Fig 1.

V. cholerae O1 within-patient diversity is modestly reduced in stool compared to vomit. (A) Ten patients were recruited for this study. For each patient, vomit and stool samples were plated to isolate colonies. From each vomit and stool sample, 10 colonies were used for whole-genome sequencing, in addition to 10 control colonies to control for sequencing errors. Sequence data were processed independently for single-nucleotide variant (SNV) calling and pangenome analysis (gene presence/absence) after assembly and annotations, with control colonies used to set filtering thresholds. (B) Maximum-likelihood phylogeny of 200 isolates sequenced, demonstrating that isolates cluster by patient and collection date. Ten control colony isolates are also shown. The tree is rooted on the MJ-1236 V. cholerae O1 reference genome (branching at the base of patient C).

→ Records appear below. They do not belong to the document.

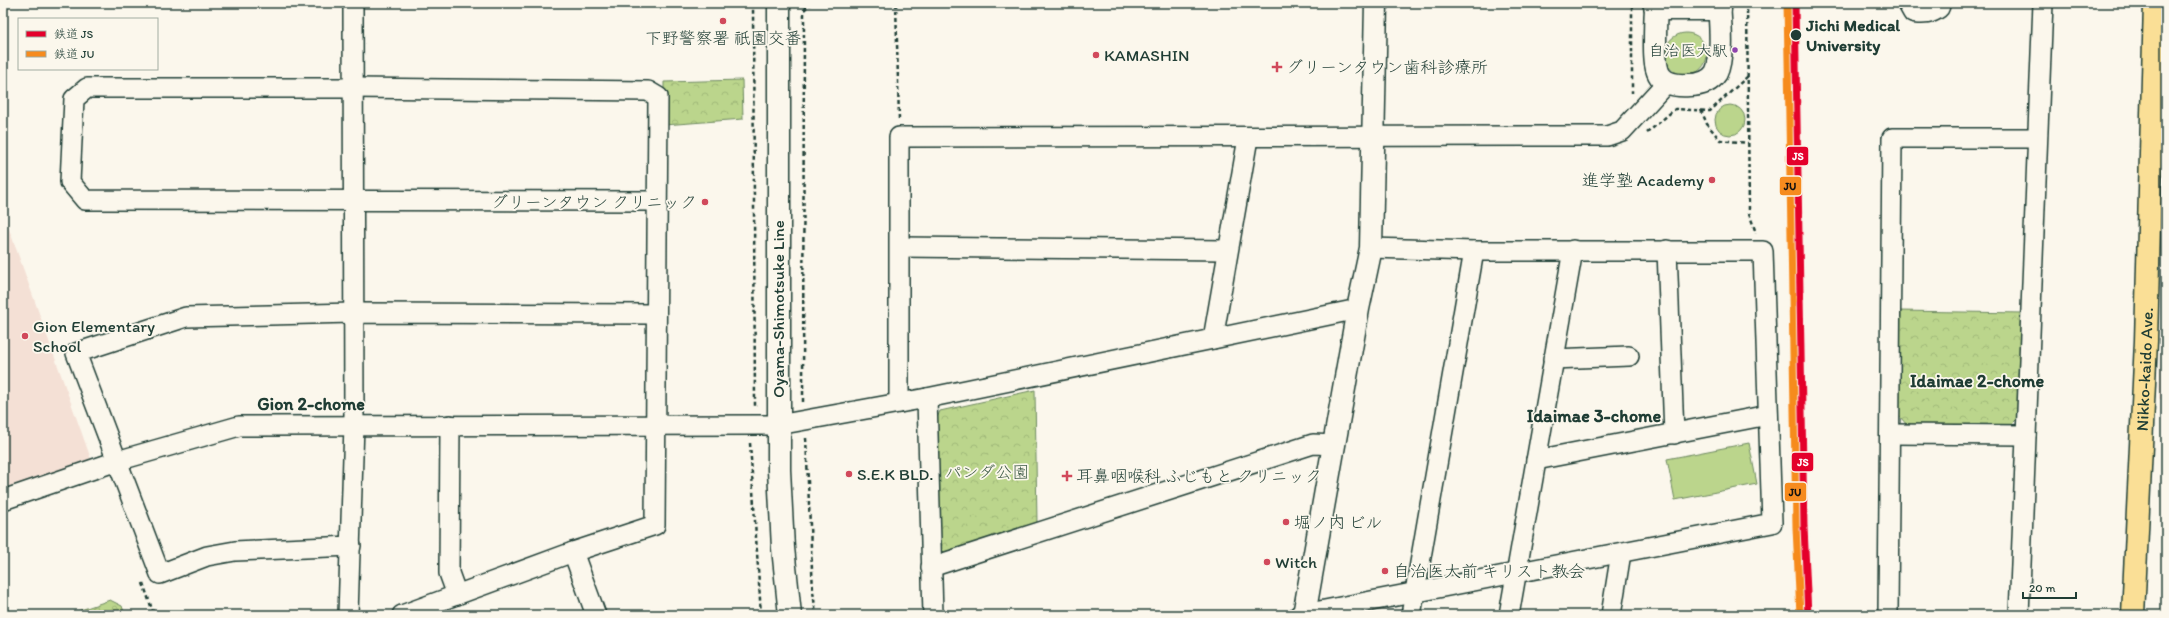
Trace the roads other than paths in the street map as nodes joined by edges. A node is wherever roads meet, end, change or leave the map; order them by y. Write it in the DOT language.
graph roads {
  1 [pos="353,3"];
  2 [pos="779,3"];
  3 [pos="1376,3"];
  4 [pos="1908,3"];
  5 [pos="1939,3"];
  6 [pos="2043,3"];
  7 [pos="2155,3"];
  8 [pos="1655,6"];
  9 [pos="1720,6"];
  10 [pos="1667,82"];
  11 [pos="2159,82"];
  12 [pos="353,88"];
  13 [pos="1374,136"];
  14 [pos="1248,138"];
  15 [pos="2037,138"];
  16 [pos="353,201"];
  17 [pos="657,201"];
  18 [pos="900,247"];
  19 [pos="1371,248"];
  20 [pos="1227,250"];
  21 [pos="1573,250"];
  22 [pos="1667,250"];
  23 [pos="1474,251"];
  24 [pos="1358,309"];
  25 [pos="353,313"];
  26 [pos="656,314"];
  27 [pos="1213,339"];
  28 [pos="1629,356"];
  29 [pos="1553,359"];
  30 [pos="927,398"];
  31 [pos="899,403"];
  32 [pos="1768,415"];
  33 [pos="354,425"];
  34 [pos="450,425"];
  35 [pos="778,425"];
  36 [pos="656,426"];
  37 [pos="1674,434"];
  38 [pos="1890,434"];
  39 [pos="2026,435"];
  40 [pos="1335,445"];
  41 [pos="117,460"];
  42 [pos="1536,460"];
  43 [pos="3,500"];
  44 [pos="351,546"];
  45 [pos="573,552"];
  46 [pos="1621,553"];
  47 [pos="931,567"];
  48 [pos="1516,574"];
  49 [pos="1415,593"];
  50 [pos="457,595"];
  51 [pos="1303,614"];
  52 [pos="348,615"];
  53 [pos="402,615"];
  54 [pos="596,615"];
  55 [pos="790,615"];
  56 [pos="934,615"];
  57 [pos="1411,615"];
  58 [pos="1509,615"];
  59 [pos="1611,615"];
  60 [pos="1888,615"];
  61 [pos="2019,615"];
  62 [pos="2133,615"];
  1 -- 12 [label="street"];
  2 -- 35 [label="street, Oyama-Shimotsuke Line"];
  3 -- 13 [label="street"];
  4 -- 5 [label="street"];
  6 -- 15 [label="street"];
  7 -- 11 [label="highway, Nikko-kaido Ave."];
  8 -- 9 [label="street"];
  8 -- 10 [label="street"];
  9 -- 10 [label="street"];
  10 -- 13 [label="street"];
  11 -- 62 [label="highway, Nikko-kaido Ave."];
  12 -- 16 [label="street"];
  12 -- 16 [label="street"];
  12 -- 17 [label="street"];
  13 -- 14 [label="street"];
  13 -- 19 [label="street"];
  14 -- 18 [label="street"];
  14 -- 20 [label="street"];
  15 -- 38 [label="street"];
  15 -- 39 [label="street"];
  16 -- 17 [label="street"];
  16 -- 25 [label="street"];
  17 -- 26 [label="street"];
  18 -- 20 [label="street"];
  18 -- 31 [label="street"];
  19 -- 23 [label="street"];
  19 -- 24 [label="street"];
  20 -- 27 [label="street"];
  21 -- 22 [label="street"];
  21 -- 23 [label="street"];
  21 -- 29 [label="street"];
  22 -- 32 [label="street"];
  22 -- 37 [label="street"];
  23 -- 49 [label="street"];
  24 -- 27 [label="street"];
  24 -- 40 [label="street"];
  25 -- 26 [label="street"];
  25 -- 33 [label="street"];
  25 -- 41 [label="street"];
  26 -- 36 [label="street"];
  27 -- 30 [label="street"];
  28 -- 29 [label="street"];
  29 -- 42 [label="street"];
  30 -- 31 [label="street"];
  30 -- 47 [label="street"];
  31 -- 35 [label="street"];
  32 -- 37 [label="street"];
  32 -- 46 [label="street"];
  33 -- 34 [label="street"];
  33 -- 41 [label="street"];
  33 -- 44 [label="street"];
  34 -- 36 [label="street"];
  34 -- 50 [label="street"];
  35 -- 36 [label="street"];
  35 -- 55 [label="street, Oyama-Shimotsuke Line"];
  36 -- 45 [label="street"];
  37 -- 42 [label="street"];
  38 -- 39 [label="street"];
  38 -- 60 [label="street"];
  39 -- 61 [label="street"];
  40 -- 47 [label="street"];
  40 -- 51 [label="street"];
  41 -- 43 [label="street"];
  41 -- 44 [label="street"];
  42 -- 48 [label="street"];
  44 -- 52 [label="street"];
  45 -- 50 [label="street"];
  45 -- 54 [label="street"];
  46 -- 48 [label="street"];
  46 -- 59 [label="street"];
  47 -- 56 [label="street"];
  48 -- 49 [label="street"];
  48 -- 58 [label="street"];
  49 -- 51 [label="street"];
  49 -- 57 [label="street"];
  50 -- 53 [label="street"];
}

Samples are colored per patient. Collection dates are indicated below patient identifiers. Bootstrap values >75 are displayed. (C) Intra-patient variation based on SNVs called against the MJ-1236 reference genome across paired vomit and stool V. cholerae genomes, demonstrating a decrease in SNVs in four patients, an increase in three patients, and no change in three patients. The number of SNVs is normalized per 10 colonies, to account for some patients yielding only nine sequenced colonies. (D) Comparison of within-patient V. cholerae gene content in vomit and stool from 10 patients, showing a decrease in 8 patients and an increase in 2 patients. Only “accessory” genes that vary in their presence/absence in our data set are counted here; “core” genes common to all genomes are not included.